Up-to-date information can be found elsewhere in Te Ara.

FARMING – FARM MECHANISATION

Contents


THE NORTH ISLAND

Dairy Farms

At first cows were milked by hand and the cream skimmed from the cooled milk in setting pans. The milking machine and the cream separator, both powered by a petrol engine, reduced manual labour and made possible bigger herds on farms. Butter and cheesemaking were done in cooperative dairy factories. Rural electrification in the 1930s enabled electric motors and electric water heaters to be used in the cowshed. The herringbone and other new pattern cowsheds with a lower level for the shed hands now make it possible (using non-stripping techniques) for two men to milk over 100 cows.

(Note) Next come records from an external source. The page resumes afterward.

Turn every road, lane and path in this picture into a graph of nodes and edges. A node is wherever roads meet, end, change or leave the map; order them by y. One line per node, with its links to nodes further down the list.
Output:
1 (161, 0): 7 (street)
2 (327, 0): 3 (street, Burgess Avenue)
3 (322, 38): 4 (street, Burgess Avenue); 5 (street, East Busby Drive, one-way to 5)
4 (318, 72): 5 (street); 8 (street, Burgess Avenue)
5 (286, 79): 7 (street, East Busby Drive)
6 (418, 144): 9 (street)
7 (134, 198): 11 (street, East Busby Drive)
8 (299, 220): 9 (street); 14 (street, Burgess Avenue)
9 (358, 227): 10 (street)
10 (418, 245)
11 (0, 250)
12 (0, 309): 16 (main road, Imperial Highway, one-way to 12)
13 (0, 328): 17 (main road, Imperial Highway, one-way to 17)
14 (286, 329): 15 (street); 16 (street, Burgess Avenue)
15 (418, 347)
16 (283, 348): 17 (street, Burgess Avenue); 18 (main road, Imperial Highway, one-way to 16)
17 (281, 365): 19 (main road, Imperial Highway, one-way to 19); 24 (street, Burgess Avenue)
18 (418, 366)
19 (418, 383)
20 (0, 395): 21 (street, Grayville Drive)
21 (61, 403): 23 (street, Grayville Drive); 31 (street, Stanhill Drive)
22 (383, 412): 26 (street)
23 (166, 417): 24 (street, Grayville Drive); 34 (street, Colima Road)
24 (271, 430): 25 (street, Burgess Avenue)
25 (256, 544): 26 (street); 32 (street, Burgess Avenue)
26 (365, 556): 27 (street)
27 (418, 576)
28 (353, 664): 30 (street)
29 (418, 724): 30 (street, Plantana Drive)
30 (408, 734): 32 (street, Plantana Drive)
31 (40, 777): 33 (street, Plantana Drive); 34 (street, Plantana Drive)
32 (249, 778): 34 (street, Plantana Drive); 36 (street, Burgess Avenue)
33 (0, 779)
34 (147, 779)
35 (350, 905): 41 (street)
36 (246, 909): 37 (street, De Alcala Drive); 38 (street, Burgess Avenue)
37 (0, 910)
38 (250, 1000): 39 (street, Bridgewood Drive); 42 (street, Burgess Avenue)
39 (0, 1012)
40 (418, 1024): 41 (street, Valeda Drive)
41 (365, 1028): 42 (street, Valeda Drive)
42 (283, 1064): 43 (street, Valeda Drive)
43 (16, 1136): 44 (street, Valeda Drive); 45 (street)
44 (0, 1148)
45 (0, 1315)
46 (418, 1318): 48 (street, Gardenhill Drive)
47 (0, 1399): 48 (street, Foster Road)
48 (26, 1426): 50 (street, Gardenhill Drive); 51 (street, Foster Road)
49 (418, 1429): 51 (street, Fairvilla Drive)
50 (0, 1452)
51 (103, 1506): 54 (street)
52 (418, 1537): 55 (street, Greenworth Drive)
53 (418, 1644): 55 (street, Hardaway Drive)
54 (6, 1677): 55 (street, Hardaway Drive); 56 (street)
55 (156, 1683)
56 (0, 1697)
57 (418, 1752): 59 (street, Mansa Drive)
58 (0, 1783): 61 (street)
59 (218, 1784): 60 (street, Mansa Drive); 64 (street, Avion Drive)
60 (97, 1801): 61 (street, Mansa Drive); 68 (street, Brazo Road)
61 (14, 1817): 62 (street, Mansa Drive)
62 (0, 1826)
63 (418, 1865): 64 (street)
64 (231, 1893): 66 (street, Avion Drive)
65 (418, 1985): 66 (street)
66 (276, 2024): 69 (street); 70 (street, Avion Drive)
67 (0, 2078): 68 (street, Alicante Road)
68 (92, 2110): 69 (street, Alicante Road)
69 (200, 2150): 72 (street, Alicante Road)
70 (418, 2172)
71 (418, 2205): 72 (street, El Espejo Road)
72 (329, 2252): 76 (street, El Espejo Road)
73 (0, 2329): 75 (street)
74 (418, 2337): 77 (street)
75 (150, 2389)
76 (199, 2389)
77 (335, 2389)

Tractors and Harvest Machinery

The steel-wheeled tractor replaced the horse in heavy farm work in the 1920s. In the late 1930s the small rubber-tyred tractor appeared on dairy farms. The horse was finally replaced after the Second World War by the small three-point-linkage farm tractor, a versatile machine with a wide range of mounted equipment. In the 1920s the hay harvest already used horse-drawn mowers, rakes, and hay sweeps. Loose hay was stacked with hay grabs and stackers operated by horses. There were comparatively few hay sheds. In the 1930s tractors were used to mow, rake, and sweep hay, and stationary hay balers were introduced. Mobile hay balers, drawn and powered from rubber-tyred farm tractors, were in service before the Second World War, mainly by contractors. After the war this machinery was more used and, when smaller units were introduced, became as common as the hay sheds which are now used to store baled hay in.

Preparation of Silage

Silage, previously a heavy laborious crop to stack, became easy to handle in the 1940s and 1950s with the introduction of the English buckrake. Silage making became popular, especially in the wetter districts where haymaking is difficult. Terms like “wedges”, “clamps”, “buns”, and “saucers” became commonplace.

More recently the forage harvester has been used widely for silage making and concrete bunkers (often of “tilt up” construction) are now being built. Vacuum packing, wherein silage is conserved between two polythene sheets, was used widely in the South Auckland area in 1963.